An efficient rapid system for assaying HBx-mediated transactivation

Objectives To develop a rapid and accurate assay system for screening inhibitors or enhancing agents targeting the transactivation capability of hepatitis B virus X protein (HBx) that activates cellular promoters in host cells to facilitate viral replication. Results We constructed a new GFP-based reporter system which was different from a luciferase-based reporter system. Firstly, a FLAG-tagged HBx gene was inserted into an expression plasmid, resulting in plasmid pHBx. Next, HBx-FLAG was linked to EGFP by the internal ribosome entry site resulting in plasmid pHBxE. The transactivation effect of HBx-flag on cytomegalovirus (CMV) promoter was verified by EGFP expression using fluorescence quantitation and qPCR. Furthermore, the transactivation ability of the HBx gene was quantified by flow cytometry.
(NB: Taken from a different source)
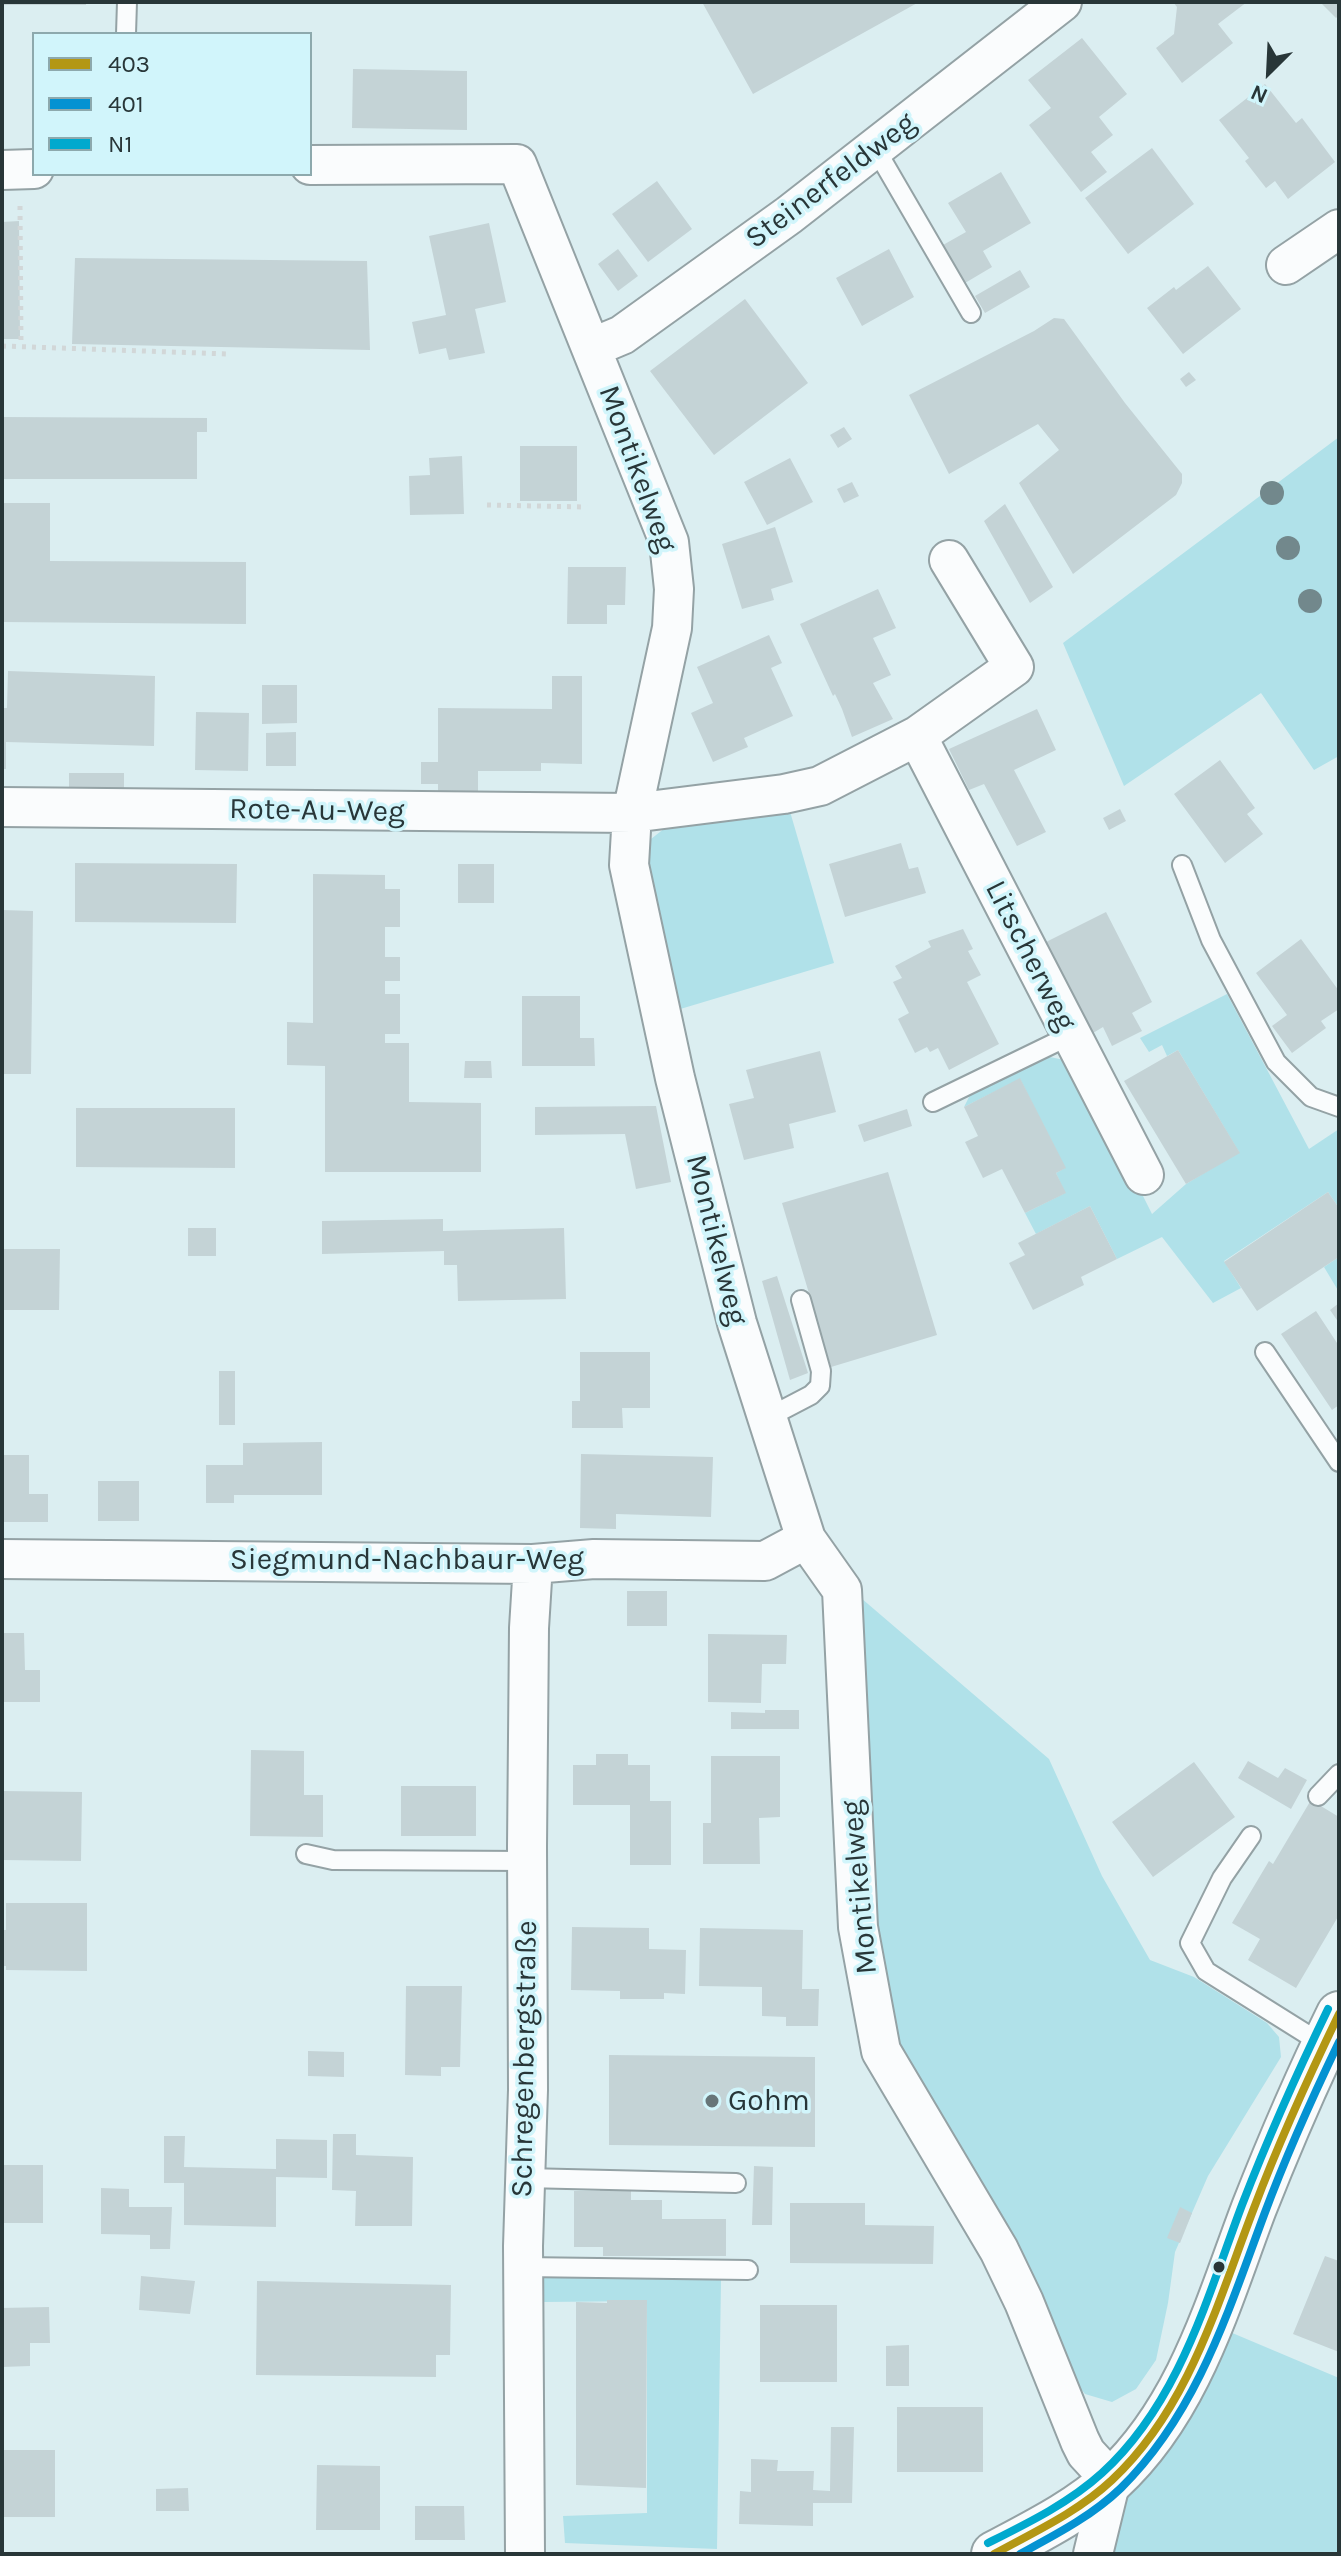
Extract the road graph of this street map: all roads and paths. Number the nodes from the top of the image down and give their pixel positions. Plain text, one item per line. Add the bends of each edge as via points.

Finally, this assay system was tested by known regulators of HBx including DDB1, ID1, and P53. As expected, the GFP reporter level in 293T cells changed with the increasing of HBx regulators. Furthermore, the system modeling the function of transactivation repressor in Hep3B, a HBV-integrated cell line. Conclusion Collectively, the GFP-based reporter system provides a rapid and accurate approach for analyzing transactivation ability of HBx.